*** Opening of STUDY MATERIAL ***

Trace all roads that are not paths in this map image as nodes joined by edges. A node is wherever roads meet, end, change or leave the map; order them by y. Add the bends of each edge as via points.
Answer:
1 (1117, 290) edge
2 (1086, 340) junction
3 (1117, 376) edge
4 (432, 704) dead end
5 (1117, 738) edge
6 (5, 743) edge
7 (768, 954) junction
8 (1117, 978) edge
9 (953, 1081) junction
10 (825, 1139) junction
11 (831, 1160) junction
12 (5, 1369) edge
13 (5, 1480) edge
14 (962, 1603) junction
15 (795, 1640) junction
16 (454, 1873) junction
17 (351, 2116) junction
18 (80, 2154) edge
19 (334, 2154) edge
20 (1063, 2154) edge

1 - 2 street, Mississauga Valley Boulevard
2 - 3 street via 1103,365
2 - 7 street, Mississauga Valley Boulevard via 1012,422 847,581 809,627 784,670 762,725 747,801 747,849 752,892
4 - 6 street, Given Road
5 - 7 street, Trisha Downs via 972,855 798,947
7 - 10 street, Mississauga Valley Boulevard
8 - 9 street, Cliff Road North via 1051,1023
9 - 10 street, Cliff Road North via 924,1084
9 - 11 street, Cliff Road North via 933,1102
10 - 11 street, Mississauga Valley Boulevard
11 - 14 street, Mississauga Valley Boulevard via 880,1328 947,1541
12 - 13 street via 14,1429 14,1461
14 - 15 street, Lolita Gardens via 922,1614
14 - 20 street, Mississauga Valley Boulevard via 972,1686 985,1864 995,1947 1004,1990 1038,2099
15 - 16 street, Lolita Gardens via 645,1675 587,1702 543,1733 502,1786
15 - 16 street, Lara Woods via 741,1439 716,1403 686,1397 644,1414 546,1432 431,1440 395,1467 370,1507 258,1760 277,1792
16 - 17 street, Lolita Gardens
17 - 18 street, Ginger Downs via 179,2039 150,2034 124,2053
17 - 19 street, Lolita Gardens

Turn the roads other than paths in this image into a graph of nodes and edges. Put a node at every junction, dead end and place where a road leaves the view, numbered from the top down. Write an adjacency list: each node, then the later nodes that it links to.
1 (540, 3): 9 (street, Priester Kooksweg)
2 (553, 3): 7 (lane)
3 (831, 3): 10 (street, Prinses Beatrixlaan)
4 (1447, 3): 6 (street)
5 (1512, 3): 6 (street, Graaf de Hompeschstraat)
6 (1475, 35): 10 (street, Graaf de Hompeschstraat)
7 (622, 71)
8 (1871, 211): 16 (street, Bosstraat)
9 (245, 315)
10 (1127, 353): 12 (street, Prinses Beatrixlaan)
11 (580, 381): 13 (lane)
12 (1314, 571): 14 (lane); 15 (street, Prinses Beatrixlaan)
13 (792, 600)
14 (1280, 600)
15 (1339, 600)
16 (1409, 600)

*** Close of STUDY MATERIAL ***

ACTIVITY » Start at the line containing "Turn the roads" and copy each line through the last one in the records, exactly and with nothing added.

RESPONSE TO THIS TASK »
Turn the roads other than paths in this image into a graph of nodes and edges. Put a node at every junction, dead end and place where a road leaves the view, numbered from the top down. Write an adjacency list: each node, then the later nodes that it links to.
1 (540, 3): 9 (street, Priester Kooksweg)
2 (553, 3): 7 (lane)
3 (831, 3): 10 (street, Prinses Beatrixlaan)
4 (1447, 3): 6 (street)
5 (1512, 3): 6 (street, Graaf de Hompeschstraat)
6 (1475, 35): 10 (street, Graaf de Hompeschstraat)
7 (622, 71)
8 (1871, 211): 16 (street, Bosstraat)
9 (245, 315)
10 (1127, 353): 12 (street, Prinses Beatrixlaan)
11 (580, 381): 13 (lane)
12 (1314, 571): 14 (lane); 15 (street, Prinses Beatrixlaan)
13 (792, 600)
14 (1280, 600)
15 (1339, 600)
16 (1409, 600)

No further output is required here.